Date: Sat, 25 Feb 2017 17:23:51 +0100	[thread overview]
Message-ID: <E1choiM-0003Xd-MF@mlist.mta.ca> (raw)

Zermelo-Fraenkel set theory (with choice) is commonly accepted as the
standard foundation of mathematics. It is a material set theory. This
means that for every two objects/sets a,b one can ask whether a=b or
not. Also, one can always ask whether "a is an element of b" is true
or not. So "element" is a global element relation.

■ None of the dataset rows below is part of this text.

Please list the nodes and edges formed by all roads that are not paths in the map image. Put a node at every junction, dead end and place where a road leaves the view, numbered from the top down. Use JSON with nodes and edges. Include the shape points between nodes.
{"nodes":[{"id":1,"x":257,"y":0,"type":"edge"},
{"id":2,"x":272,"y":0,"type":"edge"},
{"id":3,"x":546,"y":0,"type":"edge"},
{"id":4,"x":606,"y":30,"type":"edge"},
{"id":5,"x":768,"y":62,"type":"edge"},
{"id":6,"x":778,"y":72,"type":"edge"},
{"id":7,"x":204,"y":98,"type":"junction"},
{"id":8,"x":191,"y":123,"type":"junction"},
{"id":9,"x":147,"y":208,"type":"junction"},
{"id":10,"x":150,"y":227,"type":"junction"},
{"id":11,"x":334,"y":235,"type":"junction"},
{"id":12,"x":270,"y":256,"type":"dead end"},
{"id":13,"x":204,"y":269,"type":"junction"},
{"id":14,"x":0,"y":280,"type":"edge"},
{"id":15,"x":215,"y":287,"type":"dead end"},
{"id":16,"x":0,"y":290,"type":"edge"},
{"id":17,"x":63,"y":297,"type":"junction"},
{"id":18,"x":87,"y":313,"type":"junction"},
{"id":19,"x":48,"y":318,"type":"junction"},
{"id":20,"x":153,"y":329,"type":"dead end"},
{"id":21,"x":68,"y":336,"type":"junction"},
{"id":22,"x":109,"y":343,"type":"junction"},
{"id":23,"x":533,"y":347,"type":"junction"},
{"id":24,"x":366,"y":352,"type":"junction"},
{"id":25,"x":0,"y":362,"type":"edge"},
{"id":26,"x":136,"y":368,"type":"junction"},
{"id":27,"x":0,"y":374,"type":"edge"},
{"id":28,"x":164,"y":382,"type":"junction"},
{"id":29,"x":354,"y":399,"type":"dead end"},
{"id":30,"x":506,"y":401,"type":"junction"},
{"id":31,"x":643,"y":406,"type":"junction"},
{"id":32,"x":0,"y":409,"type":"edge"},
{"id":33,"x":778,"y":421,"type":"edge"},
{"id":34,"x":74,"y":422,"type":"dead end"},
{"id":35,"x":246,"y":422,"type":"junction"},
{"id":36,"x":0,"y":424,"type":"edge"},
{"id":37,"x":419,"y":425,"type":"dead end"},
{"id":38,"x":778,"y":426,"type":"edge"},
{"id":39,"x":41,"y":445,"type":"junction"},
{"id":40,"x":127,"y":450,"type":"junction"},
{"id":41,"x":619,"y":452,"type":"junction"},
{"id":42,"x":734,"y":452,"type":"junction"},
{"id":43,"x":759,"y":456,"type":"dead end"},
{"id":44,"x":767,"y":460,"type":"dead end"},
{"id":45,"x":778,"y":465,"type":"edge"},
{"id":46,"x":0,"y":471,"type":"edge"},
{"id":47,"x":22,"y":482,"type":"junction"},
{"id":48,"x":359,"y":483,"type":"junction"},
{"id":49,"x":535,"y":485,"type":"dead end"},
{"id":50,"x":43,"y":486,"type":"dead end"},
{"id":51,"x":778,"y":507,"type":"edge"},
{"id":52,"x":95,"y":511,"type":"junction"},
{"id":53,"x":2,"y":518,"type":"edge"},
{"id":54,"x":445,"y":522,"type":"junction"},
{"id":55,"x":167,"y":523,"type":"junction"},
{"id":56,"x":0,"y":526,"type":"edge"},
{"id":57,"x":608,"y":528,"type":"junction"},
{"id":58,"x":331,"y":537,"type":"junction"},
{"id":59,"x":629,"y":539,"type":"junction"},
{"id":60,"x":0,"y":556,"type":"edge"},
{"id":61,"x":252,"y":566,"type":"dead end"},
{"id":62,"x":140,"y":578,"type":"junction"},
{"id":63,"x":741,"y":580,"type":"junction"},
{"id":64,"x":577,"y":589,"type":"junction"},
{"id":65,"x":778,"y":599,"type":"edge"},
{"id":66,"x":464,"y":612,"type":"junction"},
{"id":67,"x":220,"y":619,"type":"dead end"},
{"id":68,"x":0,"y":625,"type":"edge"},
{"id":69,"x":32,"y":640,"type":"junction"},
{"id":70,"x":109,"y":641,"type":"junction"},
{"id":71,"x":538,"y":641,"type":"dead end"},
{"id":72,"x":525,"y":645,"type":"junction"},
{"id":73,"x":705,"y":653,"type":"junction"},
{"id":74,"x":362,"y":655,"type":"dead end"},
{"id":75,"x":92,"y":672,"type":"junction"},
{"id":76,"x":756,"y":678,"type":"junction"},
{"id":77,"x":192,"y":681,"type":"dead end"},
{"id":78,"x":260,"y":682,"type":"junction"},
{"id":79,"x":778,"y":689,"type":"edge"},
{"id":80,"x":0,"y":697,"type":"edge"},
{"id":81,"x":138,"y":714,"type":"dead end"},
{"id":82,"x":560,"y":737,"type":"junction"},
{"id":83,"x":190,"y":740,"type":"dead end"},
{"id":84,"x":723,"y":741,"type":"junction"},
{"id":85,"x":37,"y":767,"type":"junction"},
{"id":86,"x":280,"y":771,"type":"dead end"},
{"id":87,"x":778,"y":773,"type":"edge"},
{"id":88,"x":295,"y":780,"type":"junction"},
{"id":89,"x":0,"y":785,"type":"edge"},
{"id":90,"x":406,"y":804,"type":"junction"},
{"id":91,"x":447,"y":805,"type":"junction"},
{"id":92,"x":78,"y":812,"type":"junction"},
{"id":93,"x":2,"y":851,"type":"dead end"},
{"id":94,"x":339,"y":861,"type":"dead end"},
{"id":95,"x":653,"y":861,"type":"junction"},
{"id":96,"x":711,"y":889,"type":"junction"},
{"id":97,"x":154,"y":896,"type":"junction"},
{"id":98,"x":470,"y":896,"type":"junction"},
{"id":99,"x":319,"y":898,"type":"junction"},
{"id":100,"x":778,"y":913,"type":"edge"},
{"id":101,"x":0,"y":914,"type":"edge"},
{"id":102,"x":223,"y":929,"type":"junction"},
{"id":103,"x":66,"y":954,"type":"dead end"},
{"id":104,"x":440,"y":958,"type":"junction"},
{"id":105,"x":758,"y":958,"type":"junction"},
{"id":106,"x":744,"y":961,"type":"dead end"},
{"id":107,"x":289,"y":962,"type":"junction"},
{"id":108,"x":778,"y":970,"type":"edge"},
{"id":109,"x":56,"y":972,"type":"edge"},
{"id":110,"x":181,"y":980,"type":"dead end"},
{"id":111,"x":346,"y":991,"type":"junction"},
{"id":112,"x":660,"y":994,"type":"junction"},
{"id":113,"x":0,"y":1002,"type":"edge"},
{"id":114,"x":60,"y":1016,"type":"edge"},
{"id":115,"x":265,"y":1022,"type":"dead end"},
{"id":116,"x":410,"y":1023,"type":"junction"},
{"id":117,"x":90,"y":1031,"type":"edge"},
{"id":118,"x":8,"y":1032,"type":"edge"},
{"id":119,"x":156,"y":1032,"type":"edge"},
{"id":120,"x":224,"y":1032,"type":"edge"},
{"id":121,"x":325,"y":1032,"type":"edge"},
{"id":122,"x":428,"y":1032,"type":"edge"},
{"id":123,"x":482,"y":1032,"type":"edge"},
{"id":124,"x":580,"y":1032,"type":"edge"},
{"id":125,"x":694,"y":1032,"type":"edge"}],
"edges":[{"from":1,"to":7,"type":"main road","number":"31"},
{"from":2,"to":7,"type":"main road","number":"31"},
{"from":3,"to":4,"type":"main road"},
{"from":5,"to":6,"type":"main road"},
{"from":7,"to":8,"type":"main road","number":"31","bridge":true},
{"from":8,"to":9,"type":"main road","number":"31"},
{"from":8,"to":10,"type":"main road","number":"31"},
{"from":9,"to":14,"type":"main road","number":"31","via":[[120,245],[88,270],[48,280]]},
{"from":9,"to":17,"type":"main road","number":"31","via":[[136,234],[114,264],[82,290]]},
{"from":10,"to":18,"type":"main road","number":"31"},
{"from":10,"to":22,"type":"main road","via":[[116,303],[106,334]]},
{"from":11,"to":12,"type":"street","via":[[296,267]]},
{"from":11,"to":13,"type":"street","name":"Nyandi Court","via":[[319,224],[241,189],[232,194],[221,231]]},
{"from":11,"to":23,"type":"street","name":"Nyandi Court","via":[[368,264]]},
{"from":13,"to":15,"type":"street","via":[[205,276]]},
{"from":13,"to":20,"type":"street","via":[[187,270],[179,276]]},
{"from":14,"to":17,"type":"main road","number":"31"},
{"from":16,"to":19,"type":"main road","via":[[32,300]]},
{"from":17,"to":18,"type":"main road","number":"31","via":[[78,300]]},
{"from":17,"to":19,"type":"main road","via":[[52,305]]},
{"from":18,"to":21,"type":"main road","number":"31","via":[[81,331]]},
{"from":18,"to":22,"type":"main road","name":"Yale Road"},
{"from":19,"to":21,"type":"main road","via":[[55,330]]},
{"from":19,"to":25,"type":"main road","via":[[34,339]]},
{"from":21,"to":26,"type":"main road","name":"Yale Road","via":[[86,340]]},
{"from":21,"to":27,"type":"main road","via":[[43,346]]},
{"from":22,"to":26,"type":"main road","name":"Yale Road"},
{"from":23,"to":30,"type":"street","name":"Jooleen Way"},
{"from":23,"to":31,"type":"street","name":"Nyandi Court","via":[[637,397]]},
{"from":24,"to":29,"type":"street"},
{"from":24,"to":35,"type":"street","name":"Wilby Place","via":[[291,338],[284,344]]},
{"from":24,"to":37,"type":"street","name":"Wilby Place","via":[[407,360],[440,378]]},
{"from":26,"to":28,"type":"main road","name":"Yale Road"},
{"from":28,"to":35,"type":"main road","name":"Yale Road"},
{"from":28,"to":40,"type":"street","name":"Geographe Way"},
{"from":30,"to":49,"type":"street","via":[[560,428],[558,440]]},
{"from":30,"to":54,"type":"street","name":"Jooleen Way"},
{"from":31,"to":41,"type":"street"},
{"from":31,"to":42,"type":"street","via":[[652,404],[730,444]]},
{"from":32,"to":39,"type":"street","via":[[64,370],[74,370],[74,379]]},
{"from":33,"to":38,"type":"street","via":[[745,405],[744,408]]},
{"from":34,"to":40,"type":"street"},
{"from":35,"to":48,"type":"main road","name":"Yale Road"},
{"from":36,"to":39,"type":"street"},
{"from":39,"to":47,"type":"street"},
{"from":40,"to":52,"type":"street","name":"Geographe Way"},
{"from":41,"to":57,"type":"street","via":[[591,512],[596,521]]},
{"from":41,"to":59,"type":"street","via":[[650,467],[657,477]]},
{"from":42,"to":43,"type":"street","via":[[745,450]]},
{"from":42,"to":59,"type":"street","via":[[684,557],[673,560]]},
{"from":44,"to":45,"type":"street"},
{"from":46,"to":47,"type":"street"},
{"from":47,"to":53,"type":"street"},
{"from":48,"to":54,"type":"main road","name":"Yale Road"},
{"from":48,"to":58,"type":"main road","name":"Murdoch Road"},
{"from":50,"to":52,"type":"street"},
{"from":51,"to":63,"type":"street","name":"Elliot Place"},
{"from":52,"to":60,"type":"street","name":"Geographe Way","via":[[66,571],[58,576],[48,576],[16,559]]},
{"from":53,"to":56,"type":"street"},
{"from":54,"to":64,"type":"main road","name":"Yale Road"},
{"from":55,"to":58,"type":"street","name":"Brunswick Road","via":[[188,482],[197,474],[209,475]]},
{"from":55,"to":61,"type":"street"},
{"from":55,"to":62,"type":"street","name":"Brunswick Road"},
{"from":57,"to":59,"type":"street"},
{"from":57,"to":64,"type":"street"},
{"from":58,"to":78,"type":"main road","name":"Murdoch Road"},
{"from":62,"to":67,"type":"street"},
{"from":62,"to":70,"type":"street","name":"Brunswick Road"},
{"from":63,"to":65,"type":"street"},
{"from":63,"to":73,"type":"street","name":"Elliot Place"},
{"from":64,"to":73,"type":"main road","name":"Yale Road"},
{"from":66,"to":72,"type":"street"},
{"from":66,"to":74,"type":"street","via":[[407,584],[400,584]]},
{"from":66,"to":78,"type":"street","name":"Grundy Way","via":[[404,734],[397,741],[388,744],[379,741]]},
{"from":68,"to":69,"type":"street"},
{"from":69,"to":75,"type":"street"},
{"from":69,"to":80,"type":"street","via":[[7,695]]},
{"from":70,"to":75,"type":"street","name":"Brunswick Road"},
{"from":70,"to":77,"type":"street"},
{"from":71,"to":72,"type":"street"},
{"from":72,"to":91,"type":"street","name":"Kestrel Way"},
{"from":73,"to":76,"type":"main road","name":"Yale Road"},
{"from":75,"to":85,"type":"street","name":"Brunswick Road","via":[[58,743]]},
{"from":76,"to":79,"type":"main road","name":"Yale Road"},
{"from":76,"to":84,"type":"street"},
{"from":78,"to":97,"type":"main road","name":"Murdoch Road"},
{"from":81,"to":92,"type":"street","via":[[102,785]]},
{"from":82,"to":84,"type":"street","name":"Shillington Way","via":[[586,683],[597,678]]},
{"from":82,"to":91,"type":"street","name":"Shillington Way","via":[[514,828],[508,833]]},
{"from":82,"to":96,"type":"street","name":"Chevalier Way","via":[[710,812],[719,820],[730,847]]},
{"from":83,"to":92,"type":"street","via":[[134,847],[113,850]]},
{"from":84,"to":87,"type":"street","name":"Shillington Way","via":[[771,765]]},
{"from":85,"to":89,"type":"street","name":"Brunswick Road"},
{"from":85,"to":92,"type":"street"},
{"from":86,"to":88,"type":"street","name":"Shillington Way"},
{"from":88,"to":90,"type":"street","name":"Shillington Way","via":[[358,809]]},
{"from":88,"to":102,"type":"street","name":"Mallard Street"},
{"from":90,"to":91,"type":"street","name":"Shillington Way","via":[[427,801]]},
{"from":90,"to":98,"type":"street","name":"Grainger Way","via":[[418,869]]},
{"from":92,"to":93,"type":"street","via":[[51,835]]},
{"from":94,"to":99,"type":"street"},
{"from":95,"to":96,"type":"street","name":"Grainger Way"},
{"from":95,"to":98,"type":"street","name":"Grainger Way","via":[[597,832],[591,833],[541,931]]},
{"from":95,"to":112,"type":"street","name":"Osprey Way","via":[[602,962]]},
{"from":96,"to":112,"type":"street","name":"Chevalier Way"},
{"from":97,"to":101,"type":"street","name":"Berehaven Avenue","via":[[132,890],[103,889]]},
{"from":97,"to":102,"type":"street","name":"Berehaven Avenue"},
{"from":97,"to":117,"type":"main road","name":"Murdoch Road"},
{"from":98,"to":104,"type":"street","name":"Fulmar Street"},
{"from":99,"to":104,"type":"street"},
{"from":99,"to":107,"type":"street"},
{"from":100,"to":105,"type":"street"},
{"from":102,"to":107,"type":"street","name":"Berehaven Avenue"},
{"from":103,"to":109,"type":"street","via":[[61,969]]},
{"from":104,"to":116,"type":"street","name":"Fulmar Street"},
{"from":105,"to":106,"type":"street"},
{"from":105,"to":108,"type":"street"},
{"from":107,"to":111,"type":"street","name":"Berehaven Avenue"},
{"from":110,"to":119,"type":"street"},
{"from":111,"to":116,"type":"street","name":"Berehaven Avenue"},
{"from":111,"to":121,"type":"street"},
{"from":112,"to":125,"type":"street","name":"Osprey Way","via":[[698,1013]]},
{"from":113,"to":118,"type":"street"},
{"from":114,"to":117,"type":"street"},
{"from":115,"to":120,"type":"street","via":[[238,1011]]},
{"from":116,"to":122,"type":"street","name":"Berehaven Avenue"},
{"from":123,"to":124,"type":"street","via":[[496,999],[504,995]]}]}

As an alternative foundation for set theory, Lawvere proposed ETCS (=
elementary theory of the category of sets). It is the standard example
of a structural set theory. The idea behind structural set theory is
that  elements—in contrast to material set theory—have no internal
structure, i.e. are just "abstract dots". Thus there there is no
global element relation, and "objects" are not indepedent things, they
always lie in a particular structure (for example, we cannot speak
about 2 as an object that exists on its own, but we instead talk about
the "2 in the structure IN" or the "2 in the structure IR", and
strictly speaking, these are not the "same" objects, but we have a
natural injection IN -> IR which maps the "natural number 2" to the
"real number 2").

There have been controversial discussion whether ETCS is more
appropriate as a foundation for mathematics than ZFC. I don't want to
discuss this here, but want to point you to this paper:

"Rethinking set theory" by Tom Leinster (it's available at the arxiv)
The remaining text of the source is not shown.